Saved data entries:
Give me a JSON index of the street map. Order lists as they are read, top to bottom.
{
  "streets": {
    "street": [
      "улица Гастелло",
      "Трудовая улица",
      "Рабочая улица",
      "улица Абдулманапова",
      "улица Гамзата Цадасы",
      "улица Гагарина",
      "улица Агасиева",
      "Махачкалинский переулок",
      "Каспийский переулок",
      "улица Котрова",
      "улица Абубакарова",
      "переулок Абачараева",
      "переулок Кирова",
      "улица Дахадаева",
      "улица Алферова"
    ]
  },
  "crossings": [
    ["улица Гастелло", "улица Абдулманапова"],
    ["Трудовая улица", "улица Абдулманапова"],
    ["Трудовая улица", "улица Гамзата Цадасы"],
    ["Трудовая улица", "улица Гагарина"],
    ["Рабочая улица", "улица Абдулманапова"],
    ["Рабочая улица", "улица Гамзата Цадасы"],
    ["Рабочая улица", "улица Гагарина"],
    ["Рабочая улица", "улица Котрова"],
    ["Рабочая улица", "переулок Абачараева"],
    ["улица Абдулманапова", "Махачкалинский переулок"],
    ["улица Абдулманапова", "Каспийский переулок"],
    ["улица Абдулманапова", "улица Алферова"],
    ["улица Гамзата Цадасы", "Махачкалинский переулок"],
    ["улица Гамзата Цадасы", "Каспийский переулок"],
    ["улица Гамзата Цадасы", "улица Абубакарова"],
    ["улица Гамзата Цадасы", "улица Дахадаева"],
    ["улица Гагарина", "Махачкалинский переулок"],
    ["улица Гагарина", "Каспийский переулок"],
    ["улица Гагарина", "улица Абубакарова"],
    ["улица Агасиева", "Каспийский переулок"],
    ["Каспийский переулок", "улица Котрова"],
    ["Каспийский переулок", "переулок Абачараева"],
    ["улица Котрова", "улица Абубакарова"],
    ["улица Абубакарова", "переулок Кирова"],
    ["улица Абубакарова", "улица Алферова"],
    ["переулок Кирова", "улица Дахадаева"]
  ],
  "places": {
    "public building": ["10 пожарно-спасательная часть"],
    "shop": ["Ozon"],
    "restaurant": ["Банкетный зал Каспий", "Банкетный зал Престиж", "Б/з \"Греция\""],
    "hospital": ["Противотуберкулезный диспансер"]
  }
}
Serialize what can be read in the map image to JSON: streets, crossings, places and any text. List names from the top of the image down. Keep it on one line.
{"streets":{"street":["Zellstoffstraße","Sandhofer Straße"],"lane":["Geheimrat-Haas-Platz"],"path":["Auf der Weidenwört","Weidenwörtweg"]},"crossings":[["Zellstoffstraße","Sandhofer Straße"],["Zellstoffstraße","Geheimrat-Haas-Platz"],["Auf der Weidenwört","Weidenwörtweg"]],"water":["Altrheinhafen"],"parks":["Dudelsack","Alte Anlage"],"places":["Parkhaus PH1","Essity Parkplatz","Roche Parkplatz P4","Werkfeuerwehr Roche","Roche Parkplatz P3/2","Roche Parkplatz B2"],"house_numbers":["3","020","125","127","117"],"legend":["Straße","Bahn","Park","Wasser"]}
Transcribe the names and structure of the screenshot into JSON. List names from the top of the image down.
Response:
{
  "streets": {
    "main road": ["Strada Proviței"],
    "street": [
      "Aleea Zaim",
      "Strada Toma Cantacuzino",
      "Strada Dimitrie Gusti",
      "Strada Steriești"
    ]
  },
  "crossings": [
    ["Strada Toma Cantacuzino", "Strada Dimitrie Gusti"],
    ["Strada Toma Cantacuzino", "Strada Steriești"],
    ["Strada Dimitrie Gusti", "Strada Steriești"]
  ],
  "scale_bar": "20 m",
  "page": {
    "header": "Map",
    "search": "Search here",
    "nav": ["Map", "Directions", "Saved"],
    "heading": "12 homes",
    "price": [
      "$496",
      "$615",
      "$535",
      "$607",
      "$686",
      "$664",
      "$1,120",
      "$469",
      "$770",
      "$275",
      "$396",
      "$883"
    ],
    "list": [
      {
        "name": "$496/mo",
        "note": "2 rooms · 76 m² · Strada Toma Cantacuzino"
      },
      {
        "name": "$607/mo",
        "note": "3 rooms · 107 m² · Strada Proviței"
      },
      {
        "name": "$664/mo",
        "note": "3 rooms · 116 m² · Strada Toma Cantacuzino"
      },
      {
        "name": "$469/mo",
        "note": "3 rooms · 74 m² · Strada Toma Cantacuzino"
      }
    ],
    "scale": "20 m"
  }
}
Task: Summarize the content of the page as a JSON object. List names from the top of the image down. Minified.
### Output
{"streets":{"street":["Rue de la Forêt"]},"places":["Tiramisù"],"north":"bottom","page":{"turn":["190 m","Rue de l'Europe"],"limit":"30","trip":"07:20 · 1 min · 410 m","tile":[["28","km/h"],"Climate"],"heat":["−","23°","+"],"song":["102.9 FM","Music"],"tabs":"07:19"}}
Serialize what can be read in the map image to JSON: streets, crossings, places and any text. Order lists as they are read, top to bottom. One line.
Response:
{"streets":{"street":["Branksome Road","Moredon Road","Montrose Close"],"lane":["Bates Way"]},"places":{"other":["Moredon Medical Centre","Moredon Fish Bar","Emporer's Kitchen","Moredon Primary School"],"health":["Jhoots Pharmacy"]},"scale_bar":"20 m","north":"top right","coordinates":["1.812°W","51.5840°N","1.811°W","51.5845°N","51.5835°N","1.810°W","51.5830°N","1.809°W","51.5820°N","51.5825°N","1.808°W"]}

■ Directions
Output exactly the line containing "bottom. One line." together with every line after it, ending at the final line of the entries.

■ Output for this task
Serialize what can be read in the map image to JSON: streets, crossings, places and any text. Order lists as they are read, top to bottom. One line.
Response:
{"streets":{"street":["Branksome Road","Moredon Road","Montrose Close"],"lane":["Bates Way"]},"places":{"other":["Moredon Medical Centre","Moredon Fish Bar","Emporer's Kitchen","Moredon Primary School"],"health":["Jhoots Pharmacy"]},"scale_bar":"20 m","north":"top right","coordinates":["1.812°W","51.5840°N","1.811°W","51.5845°N","51.5835°N","1.810°W","51.5830°N","1.809°W","51.5820°N","51.5825°N","1.808°W"]}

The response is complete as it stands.